[Task requirements] Read the records that follow and state how many lines hold "Reginald", adding nothing else.

--- Material to process Enclosed Below ---

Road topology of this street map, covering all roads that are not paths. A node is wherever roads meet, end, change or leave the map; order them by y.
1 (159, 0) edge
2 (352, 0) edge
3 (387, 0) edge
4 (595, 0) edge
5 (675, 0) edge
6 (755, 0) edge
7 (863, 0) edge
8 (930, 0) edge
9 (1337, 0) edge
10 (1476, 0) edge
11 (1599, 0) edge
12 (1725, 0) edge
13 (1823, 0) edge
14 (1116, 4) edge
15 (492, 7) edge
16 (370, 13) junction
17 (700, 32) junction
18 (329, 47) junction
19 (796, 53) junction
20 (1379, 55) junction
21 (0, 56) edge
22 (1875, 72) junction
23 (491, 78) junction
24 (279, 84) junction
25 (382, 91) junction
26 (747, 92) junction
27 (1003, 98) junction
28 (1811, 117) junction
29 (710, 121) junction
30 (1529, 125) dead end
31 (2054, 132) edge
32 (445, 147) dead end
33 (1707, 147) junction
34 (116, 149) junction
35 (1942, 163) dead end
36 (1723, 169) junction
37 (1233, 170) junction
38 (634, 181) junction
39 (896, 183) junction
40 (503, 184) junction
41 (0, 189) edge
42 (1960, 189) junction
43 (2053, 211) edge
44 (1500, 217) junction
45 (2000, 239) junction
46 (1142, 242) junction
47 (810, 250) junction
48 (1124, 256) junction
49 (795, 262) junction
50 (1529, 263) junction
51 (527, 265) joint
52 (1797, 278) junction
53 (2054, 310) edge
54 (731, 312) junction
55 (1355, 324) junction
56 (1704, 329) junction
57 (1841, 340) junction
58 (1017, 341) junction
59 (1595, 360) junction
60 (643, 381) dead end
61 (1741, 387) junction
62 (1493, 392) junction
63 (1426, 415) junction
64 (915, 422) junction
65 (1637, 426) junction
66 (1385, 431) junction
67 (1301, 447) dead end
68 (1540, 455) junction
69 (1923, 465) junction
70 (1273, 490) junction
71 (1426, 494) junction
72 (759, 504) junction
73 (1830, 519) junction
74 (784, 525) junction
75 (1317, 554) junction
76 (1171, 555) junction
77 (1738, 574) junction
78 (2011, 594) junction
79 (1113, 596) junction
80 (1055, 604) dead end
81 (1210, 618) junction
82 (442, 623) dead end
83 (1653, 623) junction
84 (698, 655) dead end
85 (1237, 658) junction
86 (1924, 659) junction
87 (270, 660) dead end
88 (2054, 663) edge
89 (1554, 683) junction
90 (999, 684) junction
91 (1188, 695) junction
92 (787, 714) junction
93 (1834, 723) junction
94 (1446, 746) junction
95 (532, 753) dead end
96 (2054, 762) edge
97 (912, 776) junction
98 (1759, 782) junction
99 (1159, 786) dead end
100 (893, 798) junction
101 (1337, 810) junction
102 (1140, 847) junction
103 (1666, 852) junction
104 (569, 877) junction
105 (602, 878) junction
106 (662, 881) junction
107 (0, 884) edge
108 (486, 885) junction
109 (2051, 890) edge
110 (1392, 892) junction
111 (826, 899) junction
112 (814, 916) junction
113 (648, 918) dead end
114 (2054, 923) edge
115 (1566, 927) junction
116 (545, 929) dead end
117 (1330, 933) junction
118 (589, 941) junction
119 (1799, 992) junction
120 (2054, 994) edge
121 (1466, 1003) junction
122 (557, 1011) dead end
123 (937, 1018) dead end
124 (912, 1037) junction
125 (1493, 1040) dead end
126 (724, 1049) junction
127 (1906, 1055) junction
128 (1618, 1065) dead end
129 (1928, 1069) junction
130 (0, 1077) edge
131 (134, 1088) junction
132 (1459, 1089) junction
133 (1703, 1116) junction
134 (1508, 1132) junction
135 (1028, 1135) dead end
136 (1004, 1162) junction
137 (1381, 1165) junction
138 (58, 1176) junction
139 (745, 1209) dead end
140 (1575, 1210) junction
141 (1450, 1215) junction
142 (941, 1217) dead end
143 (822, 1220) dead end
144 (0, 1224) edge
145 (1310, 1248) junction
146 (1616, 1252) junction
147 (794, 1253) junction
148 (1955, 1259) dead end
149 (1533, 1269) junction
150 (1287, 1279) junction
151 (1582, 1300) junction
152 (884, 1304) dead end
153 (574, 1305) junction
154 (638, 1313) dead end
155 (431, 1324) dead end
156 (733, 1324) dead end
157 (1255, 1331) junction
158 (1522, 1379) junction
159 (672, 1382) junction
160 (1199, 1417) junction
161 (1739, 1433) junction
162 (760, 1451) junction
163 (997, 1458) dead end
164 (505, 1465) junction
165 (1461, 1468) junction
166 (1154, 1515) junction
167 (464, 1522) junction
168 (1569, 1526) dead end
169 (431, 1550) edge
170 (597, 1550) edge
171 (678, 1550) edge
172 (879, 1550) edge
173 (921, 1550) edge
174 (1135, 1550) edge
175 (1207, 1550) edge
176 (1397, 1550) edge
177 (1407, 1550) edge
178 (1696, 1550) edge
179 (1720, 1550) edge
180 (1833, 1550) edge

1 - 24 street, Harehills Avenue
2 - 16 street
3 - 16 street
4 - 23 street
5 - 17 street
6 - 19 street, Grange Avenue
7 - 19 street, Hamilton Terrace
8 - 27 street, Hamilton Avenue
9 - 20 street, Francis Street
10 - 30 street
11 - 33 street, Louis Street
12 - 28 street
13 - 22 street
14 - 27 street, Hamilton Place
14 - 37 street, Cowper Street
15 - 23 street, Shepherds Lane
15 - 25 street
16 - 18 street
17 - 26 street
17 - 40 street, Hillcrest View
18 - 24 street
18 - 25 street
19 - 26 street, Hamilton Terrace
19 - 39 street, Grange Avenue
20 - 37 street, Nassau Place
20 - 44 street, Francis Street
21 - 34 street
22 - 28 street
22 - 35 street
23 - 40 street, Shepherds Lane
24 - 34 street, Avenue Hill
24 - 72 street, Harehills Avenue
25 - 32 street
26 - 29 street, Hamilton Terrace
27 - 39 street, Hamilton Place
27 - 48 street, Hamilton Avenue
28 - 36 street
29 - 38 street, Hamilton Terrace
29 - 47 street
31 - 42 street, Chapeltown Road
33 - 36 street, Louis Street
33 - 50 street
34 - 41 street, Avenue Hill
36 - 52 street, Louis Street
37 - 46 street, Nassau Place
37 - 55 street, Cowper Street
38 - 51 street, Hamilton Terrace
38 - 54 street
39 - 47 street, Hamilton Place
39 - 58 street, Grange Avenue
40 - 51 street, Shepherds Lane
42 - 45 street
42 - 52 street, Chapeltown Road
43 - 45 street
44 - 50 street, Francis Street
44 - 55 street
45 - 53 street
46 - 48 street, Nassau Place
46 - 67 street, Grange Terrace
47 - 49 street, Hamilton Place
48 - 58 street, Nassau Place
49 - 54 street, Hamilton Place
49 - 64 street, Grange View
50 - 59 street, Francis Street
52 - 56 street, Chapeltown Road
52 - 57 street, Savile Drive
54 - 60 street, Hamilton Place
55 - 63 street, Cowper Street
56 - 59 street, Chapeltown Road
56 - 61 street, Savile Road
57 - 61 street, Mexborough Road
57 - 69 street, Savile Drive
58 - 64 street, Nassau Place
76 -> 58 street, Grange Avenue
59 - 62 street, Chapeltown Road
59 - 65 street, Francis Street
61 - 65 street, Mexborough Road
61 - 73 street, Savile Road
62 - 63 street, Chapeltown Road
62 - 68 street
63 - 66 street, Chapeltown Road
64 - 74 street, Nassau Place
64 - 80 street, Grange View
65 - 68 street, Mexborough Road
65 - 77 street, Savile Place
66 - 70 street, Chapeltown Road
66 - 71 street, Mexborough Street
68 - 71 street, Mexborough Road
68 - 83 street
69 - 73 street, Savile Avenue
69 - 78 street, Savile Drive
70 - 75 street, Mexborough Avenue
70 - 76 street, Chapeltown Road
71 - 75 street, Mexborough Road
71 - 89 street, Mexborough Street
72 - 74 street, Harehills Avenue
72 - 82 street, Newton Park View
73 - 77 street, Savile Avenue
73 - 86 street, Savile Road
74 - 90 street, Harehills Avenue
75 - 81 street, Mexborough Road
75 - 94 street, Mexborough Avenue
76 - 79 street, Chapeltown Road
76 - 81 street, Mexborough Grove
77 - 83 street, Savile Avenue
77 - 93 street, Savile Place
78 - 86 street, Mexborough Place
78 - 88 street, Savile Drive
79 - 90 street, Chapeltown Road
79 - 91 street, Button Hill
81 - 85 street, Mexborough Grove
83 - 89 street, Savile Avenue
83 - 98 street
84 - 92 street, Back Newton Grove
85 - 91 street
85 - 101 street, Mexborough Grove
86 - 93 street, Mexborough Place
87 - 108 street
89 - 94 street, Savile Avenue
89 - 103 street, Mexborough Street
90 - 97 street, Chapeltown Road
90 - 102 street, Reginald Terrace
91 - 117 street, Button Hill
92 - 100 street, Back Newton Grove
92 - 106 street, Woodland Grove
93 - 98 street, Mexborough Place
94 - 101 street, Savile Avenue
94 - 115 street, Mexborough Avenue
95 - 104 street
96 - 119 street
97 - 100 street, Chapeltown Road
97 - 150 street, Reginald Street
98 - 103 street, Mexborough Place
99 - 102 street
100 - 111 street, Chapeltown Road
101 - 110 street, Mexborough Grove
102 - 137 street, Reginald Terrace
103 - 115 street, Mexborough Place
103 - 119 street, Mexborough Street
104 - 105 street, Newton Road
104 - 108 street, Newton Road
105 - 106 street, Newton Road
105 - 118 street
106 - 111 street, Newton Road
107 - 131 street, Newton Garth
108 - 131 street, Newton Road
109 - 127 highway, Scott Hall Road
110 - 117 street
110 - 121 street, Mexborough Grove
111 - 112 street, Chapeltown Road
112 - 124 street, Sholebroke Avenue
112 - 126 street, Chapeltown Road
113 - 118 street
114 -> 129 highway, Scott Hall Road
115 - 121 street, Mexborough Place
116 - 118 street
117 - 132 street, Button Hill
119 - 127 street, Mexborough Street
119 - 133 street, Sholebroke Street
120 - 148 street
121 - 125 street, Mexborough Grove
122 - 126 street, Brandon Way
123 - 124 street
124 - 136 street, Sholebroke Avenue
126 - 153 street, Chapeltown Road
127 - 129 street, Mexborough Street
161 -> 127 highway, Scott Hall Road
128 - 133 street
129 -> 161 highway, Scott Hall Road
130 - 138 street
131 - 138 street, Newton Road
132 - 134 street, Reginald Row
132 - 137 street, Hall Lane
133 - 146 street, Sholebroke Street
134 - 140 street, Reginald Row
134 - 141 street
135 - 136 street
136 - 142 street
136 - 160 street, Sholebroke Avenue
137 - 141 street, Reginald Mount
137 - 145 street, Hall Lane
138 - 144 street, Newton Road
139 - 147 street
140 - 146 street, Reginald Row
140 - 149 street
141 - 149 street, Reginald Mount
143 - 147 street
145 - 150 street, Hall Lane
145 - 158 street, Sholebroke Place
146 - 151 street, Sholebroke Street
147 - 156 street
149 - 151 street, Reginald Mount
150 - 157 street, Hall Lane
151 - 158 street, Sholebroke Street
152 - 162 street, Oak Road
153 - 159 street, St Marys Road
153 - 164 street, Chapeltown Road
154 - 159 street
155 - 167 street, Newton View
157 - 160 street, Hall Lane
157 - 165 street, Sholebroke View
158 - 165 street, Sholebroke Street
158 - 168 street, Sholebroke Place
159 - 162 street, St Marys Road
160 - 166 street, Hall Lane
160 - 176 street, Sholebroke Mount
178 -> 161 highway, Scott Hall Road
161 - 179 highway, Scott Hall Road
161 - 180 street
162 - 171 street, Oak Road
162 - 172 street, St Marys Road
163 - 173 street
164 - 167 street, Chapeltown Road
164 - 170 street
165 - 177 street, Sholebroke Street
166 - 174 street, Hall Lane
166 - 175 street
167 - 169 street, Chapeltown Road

--- End of Enclosed Material to process ---

[Response box] 9